_Brief:_ Scan the material below for the string "wrist". Report every line that has it.
-- Information given follows --
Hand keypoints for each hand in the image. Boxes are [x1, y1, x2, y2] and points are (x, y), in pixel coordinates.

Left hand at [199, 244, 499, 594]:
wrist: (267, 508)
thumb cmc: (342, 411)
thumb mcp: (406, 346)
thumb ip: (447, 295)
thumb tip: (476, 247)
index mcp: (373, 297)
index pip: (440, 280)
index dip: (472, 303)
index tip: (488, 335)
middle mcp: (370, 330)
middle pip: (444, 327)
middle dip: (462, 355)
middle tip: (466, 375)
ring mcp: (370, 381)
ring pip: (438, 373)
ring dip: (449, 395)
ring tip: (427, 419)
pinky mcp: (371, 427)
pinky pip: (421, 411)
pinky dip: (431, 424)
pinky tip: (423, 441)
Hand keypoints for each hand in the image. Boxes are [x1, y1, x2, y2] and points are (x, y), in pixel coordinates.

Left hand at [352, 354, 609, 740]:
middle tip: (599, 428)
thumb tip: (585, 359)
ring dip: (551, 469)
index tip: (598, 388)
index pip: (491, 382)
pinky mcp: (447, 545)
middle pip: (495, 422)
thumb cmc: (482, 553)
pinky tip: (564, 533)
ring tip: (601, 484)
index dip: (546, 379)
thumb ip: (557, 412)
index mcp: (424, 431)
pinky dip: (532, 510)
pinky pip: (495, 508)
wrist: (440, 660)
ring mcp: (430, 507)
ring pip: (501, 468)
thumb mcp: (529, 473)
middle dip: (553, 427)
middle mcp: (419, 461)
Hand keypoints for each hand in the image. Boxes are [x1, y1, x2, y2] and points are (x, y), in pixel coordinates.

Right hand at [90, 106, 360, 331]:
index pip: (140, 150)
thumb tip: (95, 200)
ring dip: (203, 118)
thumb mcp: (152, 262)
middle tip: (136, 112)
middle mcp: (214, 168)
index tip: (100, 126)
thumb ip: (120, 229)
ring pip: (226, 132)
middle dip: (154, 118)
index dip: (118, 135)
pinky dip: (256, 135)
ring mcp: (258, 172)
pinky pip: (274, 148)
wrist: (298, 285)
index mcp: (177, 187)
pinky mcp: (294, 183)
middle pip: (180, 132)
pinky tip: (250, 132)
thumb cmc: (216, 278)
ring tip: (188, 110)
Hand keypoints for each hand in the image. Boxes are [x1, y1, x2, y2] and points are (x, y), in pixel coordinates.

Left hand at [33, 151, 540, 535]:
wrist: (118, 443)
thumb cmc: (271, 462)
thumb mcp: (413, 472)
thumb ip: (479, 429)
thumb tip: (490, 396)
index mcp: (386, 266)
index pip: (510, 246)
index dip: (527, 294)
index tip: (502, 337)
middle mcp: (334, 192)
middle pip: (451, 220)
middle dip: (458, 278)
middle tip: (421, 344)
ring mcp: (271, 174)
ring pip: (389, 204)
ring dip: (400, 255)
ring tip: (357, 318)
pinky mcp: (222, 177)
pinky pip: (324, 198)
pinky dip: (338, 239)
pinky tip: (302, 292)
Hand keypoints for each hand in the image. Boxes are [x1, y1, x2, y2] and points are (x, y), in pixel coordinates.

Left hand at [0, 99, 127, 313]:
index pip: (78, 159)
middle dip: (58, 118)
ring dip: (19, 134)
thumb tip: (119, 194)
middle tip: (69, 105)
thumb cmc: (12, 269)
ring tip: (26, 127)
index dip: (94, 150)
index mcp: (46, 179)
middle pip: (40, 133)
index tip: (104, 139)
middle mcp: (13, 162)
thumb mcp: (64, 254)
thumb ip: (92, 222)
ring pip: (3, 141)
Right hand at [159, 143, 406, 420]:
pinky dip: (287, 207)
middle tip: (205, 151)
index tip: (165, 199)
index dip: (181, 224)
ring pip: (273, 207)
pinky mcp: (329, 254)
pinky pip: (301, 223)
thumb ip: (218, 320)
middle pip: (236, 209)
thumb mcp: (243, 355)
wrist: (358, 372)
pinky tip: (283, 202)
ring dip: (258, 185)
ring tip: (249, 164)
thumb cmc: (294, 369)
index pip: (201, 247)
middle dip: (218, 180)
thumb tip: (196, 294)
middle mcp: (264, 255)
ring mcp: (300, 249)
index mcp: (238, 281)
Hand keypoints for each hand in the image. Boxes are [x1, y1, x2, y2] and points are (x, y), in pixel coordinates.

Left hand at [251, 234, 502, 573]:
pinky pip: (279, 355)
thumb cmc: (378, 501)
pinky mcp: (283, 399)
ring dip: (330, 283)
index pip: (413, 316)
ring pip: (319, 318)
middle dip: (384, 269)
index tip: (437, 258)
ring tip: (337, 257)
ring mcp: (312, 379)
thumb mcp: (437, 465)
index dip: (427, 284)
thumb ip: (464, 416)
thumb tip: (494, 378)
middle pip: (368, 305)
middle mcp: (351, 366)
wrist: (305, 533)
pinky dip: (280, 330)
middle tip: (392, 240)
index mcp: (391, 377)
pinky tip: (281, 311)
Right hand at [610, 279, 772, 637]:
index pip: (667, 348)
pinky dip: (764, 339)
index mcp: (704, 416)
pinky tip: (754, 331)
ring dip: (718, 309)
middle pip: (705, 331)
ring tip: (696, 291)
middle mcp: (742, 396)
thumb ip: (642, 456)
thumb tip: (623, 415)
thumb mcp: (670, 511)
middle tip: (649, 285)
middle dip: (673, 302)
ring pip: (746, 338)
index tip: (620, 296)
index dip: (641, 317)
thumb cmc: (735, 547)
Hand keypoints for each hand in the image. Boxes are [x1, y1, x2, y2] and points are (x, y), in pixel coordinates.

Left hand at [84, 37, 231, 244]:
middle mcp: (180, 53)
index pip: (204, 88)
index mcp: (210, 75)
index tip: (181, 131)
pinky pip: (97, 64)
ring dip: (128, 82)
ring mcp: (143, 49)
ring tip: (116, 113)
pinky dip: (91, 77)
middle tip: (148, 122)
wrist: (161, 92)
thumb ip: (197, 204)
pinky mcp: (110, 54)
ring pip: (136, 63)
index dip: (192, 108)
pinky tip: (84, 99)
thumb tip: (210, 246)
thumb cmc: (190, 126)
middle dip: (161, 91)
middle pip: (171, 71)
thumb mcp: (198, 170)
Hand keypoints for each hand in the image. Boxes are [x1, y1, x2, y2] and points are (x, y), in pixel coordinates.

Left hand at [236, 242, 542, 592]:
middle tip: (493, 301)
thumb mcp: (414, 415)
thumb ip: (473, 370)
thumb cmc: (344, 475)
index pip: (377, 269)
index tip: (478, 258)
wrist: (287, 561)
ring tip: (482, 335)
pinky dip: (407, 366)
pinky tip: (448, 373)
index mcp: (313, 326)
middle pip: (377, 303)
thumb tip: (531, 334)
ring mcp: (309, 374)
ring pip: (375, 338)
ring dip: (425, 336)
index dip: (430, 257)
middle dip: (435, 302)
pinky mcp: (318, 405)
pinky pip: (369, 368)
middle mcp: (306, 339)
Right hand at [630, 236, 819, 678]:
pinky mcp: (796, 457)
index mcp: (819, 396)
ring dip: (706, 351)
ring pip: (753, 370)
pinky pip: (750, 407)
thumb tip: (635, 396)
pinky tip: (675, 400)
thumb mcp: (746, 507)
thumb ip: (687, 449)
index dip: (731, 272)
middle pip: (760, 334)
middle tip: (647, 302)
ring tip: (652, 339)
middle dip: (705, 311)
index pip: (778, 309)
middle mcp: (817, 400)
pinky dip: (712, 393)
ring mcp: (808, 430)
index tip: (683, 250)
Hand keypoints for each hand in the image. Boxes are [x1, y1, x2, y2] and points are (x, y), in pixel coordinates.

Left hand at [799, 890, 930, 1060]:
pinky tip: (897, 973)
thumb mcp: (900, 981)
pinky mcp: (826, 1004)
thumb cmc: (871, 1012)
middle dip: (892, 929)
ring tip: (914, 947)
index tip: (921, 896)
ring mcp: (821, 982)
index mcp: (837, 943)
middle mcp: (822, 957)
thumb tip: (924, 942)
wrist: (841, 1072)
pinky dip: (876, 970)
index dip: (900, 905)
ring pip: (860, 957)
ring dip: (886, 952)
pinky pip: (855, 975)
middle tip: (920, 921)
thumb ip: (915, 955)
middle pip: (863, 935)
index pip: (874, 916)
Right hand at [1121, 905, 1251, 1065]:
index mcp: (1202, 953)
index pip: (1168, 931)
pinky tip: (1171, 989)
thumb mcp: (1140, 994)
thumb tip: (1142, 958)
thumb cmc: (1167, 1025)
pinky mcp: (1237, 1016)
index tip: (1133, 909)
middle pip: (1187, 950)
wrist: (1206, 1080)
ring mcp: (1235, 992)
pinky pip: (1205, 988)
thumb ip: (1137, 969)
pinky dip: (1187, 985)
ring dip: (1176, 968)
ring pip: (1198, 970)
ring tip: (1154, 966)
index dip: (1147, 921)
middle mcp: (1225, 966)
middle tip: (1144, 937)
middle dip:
-- Information given concluded --
_Result of this task:_
wrist: (267, 508)
wrist: (440, 660)
wrist: (298, 285)
wrist: (118, 443)
wrist: (358, 372)
wrist: (305, 533)
wrist: (161, 92)
wrist: (287, 561)
wrist: (841, 1072)
wrist: (1206, 1080)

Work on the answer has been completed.